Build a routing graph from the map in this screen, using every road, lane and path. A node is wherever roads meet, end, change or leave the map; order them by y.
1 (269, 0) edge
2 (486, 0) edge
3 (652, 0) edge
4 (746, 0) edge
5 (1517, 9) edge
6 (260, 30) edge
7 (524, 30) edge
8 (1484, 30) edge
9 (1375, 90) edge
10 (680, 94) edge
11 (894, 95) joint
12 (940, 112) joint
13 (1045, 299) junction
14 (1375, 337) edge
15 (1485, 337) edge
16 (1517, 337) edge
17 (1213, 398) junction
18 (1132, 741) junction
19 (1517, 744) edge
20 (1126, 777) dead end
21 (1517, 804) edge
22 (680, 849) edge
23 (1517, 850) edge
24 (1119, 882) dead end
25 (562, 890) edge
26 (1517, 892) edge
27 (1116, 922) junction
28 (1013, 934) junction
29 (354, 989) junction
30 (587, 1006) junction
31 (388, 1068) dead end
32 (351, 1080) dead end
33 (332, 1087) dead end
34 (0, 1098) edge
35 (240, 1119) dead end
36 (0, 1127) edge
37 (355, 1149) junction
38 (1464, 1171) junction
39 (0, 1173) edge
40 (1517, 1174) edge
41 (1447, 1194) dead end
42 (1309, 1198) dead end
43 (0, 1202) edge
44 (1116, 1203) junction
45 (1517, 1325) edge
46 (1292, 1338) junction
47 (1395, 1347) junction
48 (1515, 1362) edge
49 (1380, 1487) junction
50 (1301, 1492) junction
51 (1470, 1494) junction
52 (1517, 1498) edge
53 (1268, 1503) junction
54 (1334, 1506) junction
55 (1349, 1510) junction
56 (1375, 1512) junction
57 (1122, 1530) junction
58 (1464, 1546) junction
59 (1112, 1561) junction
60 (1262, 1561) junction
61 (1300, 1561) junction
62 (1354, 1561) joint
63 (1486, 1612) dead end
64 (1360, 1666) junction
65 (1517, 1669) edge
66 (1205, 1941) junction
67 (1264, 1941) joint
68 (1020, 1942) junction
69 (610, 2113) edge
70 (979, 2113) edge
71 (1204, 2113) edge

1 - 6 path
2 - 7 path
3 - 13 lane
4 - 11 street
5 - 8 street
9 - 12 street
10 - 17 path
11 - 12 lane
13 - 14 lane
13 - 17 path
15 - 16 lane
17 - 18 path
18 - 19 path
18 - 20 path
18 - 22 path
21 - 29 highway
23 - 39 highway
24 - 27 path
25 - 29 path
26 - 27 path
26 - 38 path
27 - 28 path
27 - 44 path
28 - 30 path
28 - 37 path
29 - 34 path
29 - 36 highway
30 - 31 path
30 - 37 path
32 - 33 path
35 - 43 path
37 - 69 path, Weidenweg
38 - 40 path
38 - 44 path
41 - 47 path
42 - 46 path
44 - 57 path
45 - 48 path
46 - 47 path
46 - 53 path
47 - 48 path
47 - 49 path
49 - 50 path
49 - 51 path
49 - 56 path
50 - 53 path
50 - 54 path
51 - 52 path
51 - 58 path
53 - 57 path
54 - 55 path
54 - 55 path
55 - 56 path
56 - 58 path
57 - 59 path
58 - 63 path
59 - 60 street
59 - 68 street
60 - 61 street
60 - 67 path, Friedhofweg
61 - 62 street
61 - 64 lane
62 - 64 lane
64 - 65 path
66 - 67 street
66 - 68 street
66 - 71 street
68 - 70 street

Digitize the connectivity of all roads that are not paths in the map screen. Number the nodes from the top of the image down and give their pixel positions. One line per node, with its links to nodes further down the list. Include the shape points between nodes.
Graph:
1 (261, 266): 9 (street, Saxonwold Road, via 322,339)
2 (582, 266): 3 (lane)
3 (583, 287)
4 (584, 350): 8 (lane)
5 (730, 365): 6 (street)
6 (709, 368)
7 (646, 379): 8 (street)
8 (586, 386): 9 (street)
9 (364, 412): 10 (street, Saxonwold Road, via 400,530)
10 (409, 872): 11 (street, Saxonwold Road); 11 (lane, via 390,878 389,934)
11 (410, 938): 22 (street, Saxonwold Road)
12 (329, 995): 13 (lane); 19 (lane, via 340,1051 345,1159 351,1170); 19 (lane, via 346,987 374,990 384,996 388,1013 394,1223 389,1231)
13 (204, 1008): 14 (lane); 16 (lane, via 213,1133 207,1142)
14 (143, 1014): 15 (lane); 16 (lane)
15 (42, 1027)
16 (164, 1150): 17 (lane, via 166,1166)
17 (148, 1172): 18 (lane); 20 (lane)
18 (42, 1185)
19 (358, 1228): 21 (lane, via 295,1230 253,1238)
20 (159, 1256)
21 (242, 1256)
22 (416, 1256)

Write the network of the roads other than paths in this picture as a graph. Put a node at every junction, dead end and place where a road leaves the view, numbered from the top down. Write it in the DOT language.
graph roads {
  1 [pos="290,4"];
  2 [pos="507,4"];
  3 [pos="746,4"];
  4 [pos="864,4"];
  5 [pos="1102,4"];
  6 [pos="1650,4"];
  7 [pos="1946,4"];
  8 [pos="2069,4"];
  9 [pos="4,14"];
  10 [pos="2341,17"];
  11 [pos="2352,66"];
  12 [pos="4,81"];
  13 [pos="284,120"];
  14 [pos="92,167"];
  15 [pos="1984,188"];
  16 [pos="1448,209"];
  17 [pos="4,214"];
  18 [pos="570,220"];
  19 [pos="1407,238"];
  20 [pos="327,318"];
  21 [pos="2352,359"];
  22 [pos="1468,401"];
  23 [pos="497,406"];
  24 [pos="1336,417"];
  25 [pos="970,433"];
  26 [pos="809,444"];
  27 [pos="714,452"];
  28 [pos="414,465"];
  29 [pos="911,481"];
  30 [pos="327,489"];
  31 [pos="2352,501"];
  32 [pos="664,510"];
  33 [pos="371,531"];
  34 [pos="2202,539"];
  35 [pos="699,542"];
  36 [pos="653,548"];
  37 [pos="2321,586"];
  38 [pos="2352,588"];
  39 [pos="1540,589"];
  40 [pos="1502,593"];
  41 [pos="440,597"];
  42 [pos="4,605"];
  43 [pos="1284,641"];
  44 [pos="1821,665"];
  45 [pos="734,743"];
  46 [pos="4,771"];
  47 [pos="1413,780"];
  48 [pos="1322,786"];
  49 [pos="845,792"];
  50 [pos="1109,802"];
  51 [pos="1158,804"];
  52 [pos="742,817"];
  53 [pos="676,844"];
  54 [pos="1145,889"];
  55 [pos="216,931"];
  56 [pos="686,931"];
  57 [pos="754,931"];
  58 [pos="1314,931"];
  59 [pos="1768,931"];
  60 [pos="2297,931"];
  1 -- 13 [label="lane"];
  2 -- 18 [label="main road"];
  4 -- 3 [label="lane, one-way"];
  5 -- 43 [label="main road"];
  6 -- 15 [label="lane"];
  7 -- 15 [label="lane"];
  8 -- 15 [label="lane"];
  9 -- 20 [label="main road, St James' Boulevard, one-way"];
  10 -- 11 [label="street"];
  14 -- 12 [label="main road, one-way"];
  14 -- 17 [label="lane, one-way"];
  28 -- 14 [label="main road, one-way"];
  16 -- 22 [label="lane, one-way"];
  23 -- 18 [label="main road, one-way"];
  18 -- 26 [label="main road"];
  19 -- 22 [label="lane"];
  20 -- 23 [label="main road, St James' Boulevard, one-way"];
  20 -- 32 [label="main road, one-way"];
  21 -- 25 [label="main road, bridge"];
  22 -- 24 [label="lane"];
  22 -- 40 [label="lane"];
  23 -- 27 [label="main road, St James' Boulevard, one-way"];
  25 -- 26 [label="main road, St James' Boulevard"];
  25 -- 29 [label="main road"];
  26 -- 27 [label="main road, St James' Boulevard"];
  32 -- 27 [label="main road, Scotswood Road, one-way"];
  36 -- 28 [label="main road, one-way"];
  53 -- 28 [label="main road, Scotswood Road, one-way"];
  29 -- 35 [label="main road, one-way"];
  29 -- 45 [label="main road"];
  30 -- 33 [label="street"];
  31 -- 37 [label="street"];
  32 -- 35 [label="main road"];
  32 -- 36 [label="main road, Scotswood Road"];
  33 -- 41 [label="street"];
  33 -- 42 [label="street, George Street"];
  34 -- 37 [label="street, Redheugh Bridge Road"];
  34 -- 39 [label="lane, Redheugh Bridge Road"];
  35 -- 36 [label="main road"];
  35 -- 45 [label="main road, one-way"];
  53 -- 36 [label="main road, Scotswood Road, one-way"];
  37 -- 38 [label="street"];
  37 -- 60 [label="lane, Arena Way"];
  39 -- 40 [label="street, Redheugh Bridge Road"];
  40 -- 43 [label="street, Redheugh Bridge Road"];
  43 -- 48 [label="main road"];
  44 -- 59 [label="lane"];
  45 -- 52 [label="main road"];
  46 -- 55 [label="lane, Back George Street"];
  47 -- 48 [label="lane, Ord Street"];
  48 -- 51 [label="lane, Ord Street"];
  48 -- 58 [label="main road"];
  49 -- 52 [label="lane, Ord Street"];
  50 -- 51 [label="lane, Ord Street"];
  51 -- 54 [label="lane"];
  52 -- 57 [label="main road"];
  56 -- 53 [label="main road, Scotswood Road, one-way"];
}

- [WHAT THE TASK ASKS]
Look through the listing above and give the number of lines containing the string "this", with nothing else.

- [SOLUTION]
2